The car industry relies on Malaysia for semiconductors and Vietnam for auto parts. When those countries went into lockdown, it had big ripple effects. Citing a shortage in critical components, General Motors announced it was cutting production at eight of its plants in North America in September. Toyota announced a 40% reduction for that same month.
The labor shortage is further frustrating supply. Workers have not returned in full force. About 5 million fewer people are employed in the United States than before pandemic began. Some analysts think it has to do with decisions to drop out of the workforce after the upheaval of the last few years.
Your Thanksgiving dinner provides one example. United States Department of Agriculture data show that the price of a whole turkey has been going up for a while. That increase is even higher this year. An 8- to 16-pound turkey was $1.36 per pound leading into this year’s holiday, compared to $1.13 this time last year. That’s an increase of 20.2% since last year. But in this case, it’s not really a shortage of turkeys. Farms have plenty of birds.
Rather, the problem is a shortage of laborers to do the processing that it takes to get those turkeys ready to be packaged, and tight conditions in the trucking industry to get packaged turkeys shipped to stores. Most people can find a turkey if they want one, but maybe not the ideal size for their table at the price they’re used to paying.

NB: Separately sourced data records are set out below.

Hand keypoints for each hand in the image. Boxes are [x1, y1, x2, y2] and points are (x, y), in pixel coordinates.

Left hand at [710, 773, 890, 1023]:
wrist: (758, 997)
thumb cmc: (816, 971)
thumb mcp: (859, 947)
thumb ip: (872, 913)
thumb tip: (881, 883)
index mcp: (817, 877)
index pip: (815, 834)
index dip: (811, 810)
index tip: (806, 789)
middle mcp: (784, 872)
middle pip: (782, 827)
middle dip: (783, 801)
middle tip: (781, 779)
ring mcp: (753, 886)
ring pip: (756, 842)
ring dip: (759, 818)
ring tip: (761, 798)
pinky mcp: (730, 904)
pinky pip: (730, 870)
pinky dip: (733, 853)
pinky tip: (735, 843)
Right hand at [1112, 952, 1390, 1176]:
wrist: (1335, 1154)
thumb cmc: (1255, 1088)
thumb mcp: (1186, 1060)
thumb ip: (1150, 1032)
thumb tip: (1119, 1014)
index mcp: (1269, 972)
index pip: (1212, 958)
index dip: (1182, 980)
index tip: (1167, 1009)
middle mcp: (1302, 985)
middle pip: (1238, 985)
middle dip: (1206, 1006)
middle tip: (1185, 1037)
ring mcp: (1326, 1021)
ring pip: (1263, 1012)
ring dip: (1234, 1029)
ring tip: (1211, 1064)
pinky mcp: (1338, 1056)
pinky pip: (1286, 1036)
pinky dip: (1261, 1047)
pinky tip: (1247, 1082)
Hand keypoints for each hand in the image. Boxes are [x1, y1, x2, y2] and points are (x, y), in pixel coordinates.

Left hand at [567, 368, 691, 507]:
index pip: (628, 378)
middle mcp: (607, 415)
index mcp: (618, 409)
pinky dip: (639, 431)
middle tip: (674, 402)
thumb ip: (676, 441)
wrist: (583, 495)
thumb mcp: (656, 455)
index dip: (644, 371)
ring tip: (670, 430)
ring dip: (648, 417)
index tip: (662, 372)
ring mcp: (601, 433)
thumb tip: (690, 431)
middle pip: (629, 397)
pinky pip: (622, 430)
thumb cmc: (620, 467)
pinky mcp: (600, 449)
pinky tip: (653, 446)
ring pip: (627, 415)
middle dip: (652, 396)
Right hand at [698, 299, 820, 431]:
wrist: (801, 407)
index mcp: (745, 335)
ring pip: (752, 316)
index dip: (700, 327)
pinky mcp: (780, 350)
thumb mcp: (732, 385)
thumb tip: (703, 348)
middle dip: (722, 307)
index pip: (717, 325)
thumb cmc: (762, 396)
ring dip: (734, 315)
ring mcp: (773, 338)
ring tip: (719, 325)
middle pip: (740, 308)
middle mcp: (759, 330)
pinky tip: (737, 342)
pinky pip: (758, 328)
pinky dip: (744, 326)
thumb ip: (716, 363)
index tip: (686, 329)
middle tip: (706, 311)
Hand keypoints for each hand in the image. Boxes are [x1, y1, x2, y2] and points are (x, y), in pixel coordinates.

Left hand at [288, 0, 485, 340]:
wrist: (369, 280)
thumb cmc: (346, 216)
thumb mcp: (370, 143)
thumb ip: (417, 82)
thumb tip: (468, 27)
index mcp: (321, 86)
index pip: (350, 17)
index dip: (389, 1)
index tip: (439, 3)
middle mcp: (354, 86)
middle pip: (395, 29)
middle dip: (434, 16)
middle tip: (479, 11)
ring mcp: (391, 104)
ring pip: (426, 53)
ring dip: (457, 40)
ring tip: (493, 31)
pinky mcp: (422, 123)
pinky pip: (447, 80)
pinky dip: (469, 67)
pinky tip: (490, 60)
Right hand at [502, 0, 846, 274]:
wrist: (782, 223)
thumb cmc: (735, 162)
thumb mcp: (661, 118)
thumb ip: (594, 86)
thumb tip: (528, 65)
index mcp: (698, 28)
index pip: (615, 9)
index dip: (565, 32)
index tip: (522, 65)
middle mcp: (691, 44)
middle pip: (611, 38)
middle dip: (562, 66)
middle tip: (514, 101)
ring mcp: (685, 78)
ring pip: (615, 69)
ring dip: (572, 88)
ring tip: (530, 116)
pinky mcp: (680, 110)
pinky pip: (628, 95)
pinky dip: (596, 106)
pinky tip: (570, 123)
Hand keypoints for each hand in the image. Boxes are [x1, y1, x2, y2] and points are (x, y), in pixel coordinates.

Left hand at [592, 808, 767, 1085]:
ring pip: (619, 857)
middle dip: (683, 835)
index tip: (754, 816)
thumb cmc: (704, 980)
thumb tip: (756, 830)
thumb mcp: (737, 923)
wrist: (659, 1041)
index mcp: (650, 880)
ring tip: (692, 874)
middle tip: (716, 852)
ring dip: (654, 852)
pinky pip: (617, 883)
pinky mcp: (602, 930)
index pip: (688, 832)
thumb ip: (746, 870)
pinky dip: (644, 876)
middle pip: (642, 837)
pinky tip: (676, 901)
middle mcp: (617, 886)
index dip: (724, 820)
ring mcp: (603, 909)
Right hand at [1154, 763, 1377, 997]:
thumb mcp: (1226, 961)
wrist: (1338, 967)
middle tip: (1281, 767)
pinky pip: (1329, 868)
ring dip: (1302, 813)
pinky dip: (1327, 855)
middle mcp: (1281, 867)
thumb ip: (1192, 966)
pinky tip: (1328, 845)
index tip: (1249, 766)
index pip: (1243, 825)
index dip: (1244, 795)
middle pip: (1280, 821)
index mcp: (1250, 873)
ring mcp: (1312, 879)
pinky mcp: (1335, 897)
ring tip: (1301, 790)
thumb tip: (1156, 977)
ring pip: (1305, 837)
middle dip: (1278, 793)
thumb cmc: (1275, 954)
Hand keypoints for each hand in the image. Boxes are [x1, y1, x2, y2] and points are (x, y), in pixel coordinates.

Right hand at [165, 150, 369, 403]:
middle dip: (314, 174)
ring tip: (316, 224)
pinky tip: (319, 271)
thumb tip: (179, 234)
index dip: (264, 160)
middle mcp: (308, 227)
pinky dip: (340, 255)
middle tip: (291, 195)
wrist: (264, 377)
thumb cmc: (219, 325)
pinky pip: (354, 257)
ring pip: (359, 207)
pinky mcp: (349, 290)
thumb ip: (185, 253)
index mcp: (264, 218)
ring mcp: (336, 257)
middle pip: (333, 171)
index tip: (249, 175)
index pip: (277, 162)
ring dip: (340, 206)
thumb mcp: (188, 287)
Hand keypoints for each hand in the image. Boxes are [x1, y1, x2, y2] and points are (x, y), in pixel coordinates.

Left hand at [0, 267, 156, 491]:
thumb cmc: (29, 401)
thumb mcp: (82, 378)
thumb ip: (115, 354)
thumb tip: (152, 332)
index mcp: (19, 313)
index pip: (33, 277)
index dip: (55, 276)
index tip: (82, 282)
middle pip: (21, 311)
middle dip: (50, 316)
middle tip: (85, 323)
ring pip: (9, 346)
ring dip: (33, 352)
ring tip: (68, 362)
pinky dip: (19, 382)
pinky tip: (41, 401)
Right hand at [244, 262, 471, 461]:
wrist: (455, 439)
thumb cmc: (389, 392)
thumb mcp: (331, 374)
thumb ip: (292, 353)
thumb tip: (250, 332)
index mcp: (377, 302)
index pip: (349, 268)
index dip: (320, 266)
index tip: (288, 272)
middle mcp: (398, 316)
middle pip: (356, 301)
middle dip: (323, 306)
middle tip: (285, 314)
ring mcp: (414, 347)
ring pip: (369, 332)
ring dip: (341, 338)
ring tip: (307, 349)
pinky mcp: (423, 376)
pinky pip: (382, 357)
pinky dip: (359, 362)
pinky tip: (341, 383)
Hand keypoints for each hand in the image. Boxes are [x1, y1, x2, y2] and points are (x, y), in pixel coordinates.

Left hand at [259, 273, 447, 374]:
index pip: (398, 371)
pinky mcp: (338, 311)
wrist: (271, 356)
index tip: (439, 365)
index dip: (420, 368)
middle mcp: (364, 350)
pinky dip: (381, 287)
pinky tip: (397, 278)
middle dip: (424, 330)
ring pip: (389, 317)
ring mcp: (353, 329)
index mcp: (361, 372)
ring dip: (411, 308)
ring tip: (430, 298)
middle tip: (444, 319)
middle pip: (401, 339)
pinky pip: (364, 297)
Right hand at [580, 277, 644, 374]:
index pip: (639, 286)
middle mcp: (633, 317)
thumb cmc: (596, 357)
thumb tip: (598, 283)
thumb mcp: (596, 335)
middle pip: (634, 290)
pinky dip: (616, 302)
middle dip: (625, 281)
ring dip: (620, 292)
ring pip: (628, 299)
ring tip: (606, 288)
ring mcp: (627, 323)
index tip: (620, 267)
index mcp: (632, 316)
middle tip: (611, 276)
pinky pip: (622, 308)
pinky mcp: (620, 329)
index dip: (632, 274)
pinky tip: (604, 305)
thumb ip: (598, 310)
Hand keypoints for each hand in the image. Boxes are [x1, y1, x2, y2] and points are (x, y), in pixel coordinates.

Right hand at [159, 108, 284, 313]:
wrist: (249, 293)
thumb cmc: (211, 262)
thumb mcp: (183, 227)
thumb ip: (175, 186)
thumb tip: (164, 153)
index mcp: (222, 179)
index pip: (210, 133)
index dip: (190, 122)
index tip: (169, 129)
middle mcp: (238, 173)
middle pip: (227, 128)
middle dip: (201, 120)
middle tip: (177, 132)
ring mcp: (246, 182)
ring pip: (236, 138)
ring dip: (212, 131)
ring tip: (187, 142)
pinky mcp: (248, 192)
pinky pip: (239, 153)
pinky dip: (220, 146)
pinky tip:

Butterball said that the shortage of workers has meant their turkeys have stayed at the farms longer than usual (so they grew larger). So, it might be harder to find smaller turkeys this year.
What does this all mean as we finish the pumpkin pie and start holiday shopping on the laptop or at the mall? A price Grinch awaits.
Even Christmas trees are in short supply. Cut trees are scarce in some regions due to drought, pests and possibly trucking woes, and there are reports of a very real shortage of fake trees. The same bottlenecks for shipping capacity, port operations and domestic freight plaguing other imports have caused a spike in costs and left a hole in inventories for seasonal goods.
One thing there is no shortage of are bad policies worsening supply problems. Just fixing these could help a lot. Our many tariffs, an especially big issue in the past few years, are a tax on the imported intermediate goods that so many small, medium and large companies rely on. (Scaling tariffs back would also help ease rising inflation somewhat.) Restrictive regulations on U.S. ports and the trucking and warehousing industries are also making things worse.
Moreover, there’s no reason to think that Washington is good at managing complex supply chains, which requires detailed, company-by-company logistical and confidential business information. Private enterprises exist to sort that out, and they have every motivation to do so. They already are.
Some have built up dual streams to up supplies, and others have developed more inventory, longer lead times and a huge database to keep detailed tabs on critical parts so they have an early warning signal on supply chain problems. The adjustments take time.
So while President Joe Biden doesn’t have a magic supply wand, with a stroke of his pen he could cut tariffs and direct his White House to confront costly regulations. That would be something an economist would be thankful for this holiday.
Christine McDaniel is a senior research fellow with the Mercatus Center at George Mason University. She’s held a number of positions relating to trade policy with the Treasury Department, White House Council of Economic Advisers, Department of Commerce, U.S. Trade Representative and U.S. International Trade Commission.